• [Exercise details]:
Search the material below for the string "node" and extract each line that has it.

[[ Material shown, beginning ]]

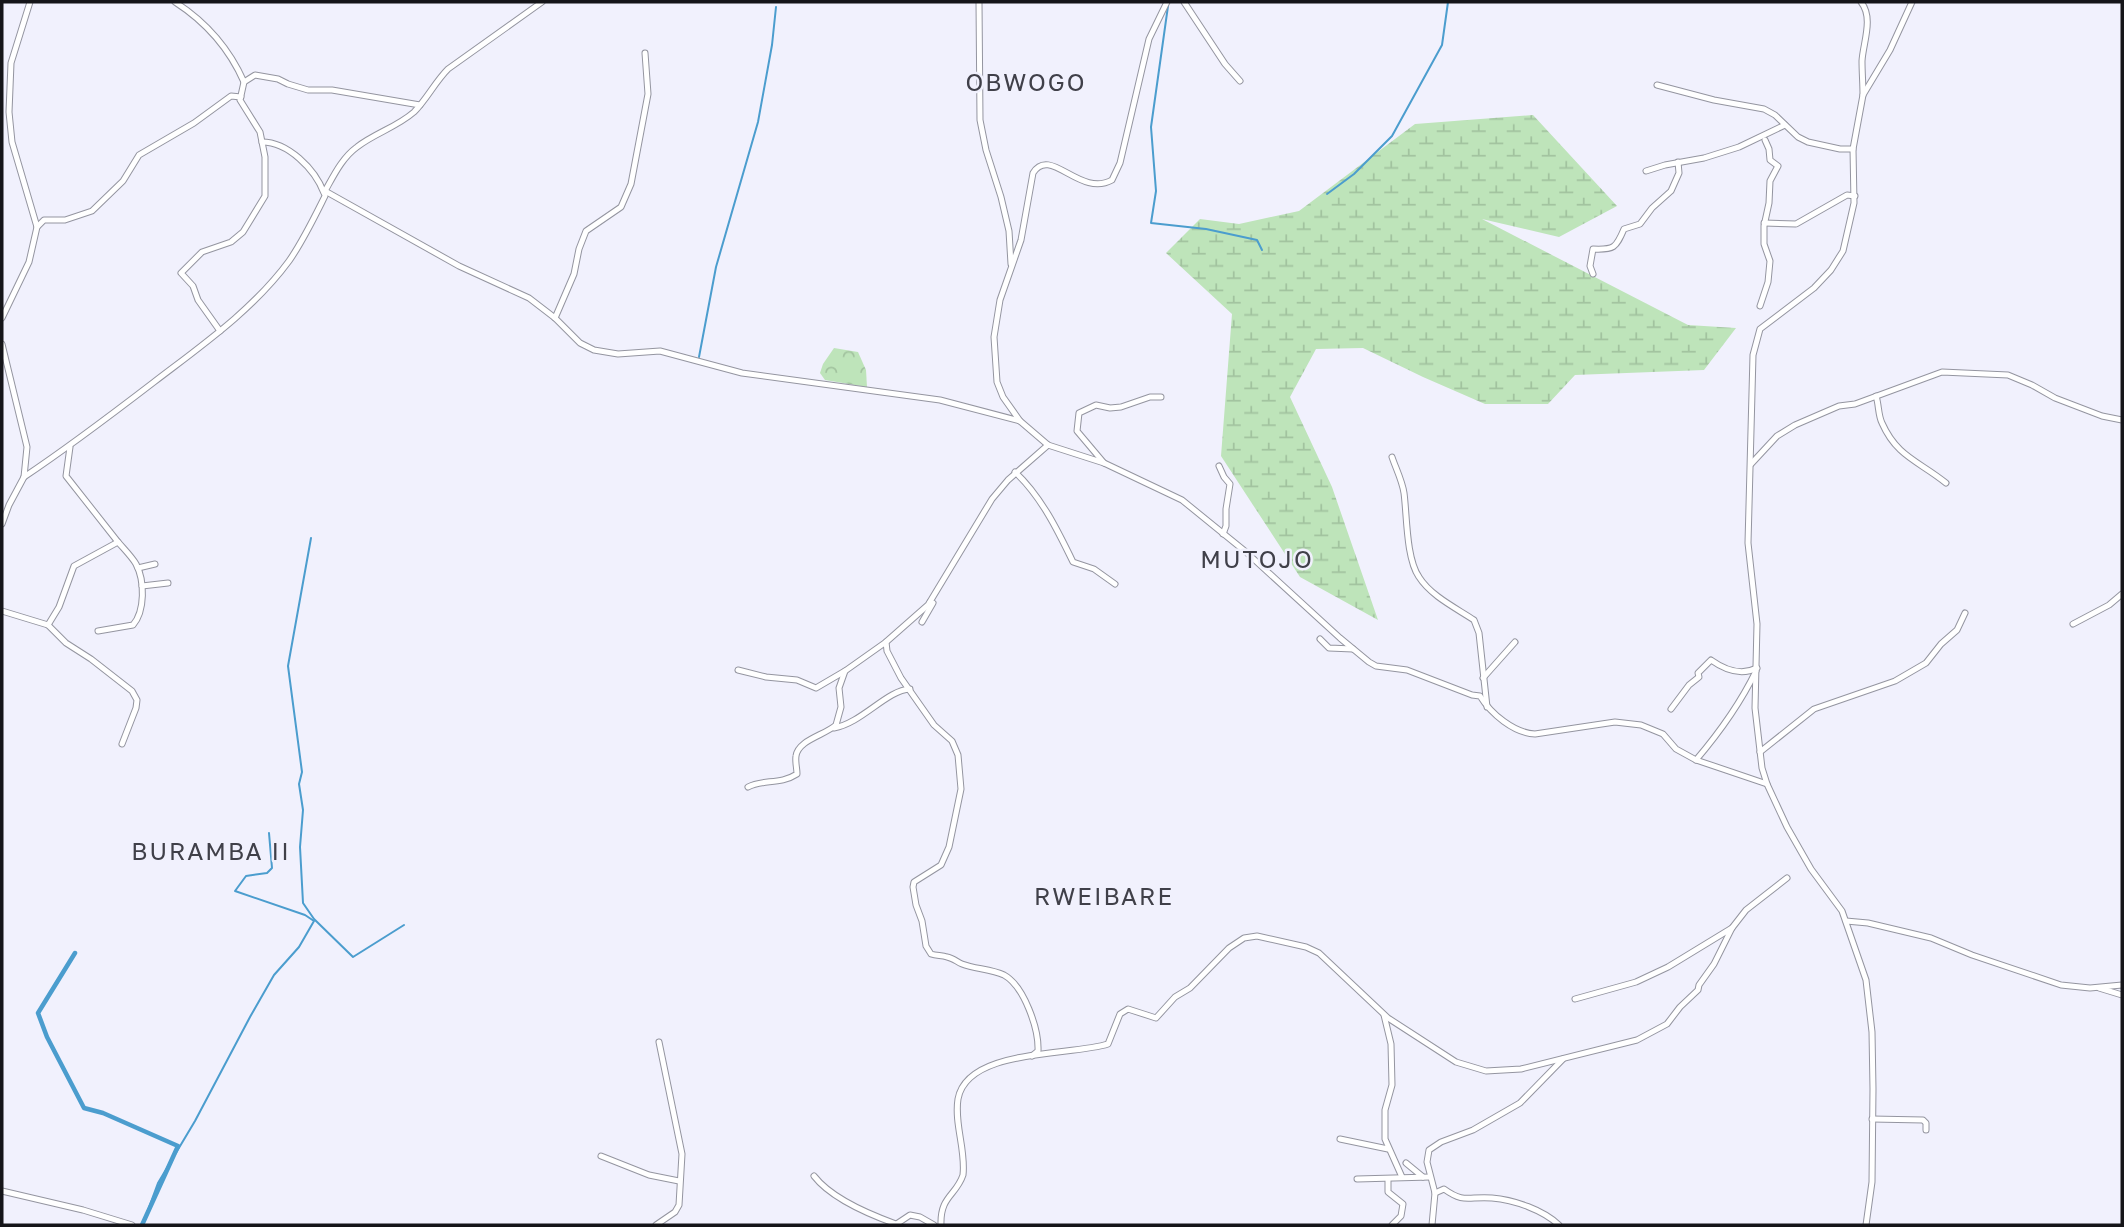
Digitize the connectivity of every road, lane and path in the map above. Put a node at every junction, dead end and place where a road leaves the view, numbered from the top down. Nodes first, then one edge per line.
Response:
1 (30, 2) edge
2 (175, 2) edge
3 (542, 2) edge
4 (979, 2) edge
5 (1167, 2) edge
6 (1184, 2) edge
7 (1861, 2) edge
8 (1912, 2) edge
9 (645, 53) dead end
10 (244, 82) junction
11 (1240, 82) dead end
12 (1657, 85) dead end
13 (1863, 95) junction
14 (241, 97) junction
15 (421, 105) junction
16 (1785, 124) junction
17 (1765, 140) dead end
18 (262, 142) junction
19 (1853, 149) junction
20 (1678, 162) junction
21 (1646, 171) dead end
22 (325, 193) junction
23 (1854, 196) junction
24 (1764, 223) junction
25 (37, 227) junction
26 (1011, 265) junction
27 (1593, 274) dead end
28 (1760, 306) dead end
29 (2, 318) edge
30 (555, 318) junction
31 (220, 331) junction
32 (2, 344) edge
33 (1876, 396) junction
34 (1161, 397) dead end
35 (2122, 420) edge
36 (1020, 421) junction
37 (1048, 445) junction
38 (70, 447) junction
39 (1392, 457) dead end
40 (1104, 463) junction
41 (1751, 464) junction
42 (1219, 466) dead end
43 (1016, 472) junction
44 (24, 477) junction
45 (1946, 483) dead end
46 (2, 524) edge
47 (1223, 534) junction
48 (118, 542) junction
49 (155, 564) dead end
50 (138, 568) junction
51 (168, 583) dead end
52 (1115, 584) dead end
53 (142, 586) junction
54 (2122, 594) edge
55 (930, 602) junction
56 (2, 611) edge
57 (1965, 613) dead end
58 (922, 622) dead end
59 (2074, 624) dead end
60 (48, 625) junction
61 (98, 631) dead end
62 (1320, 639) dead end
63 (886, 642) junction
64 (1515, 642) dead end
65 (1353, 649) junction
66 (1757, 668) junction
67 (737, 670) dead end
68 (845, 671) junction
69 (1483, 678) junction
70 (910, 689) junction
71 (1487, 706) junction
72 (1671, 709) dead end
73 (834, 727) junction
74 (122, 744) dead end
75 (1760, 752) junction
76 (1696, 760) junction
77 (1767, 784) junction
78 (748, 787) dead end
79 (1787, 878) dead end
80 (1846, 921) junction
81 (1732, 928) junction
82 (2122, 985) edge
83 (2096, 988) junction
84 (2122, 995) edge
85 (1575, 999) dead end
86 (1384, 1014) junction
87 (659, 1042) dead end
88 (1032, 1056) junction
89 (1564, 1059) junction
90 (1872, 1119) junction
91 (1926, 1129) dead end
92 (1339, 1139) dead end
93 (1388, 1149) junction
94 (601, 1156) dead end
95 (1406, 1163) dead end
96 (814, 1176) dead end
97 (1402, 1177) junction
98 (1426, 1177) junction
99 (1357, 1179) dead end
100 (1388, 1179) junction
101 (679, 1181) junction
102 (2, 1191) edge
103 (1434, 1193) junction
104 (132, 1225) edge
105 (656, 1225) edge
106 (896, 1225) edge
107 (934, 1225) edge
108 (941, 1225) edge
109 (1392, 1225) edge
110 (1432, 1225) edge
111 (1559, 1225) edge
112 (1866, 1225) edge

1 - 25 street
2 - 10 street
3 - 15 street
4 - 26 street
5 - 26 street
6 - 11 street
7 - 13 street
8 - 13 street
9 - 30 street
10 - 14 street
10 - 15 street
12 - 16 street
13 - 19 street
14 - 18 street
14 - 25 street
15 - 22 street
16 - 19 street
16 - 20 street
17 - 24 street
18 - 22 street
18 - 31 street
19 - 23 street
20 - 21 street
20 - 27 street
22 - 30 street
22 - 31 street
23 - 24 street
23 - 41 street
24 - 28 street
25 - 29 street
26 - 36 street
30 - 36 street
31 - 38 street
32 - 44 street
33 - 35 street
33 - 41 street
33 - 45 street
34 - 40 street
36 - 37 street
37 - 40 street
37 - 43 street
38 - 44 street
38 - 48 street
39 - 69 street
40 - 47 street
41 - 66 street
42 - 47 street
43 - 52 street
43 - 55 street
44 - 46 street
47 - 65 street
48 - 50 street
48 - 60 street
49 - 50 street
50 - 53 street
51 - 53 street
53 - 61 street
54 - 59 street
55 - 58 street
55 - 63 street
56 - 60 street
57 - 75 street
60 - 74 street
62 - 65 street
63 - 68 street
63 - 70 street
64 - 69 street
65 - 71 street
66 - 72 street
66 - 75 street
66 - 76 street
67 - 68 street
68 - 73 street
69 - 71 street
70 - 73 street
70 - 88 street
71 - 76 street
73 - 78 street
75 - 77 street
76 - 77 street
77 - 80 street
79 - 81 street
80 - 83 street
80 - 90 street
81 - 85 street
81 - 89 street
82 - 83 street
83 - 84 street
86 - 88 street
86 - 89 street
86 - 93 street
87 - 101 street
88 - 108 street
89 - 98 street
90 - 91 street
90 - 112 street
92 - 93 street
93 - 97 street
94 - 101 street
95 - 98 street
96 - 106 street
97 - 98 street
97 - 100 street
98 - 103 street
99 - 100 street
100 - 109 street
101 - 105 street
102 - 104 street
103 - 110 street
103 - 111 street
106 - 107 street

[[ Material shown, end ]]
[[ Material shown, beginning ]]

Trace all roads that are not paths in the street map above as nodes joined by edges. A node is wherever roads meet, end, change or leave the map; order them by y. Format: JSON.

[[ Material shown, end ]]

• [Solution]:
Digitize the connectivity of every road, lane and path in the map above. Put a node at every junction, dead end and place where a road leaves the view, numbered from the top down. Nodes first, then one edge per line.
Trace all roads that are not paths in the street map above as nodes joined by edges. A node is wherever roads meet, end, change or leave the map; order them by y. Format: JSON.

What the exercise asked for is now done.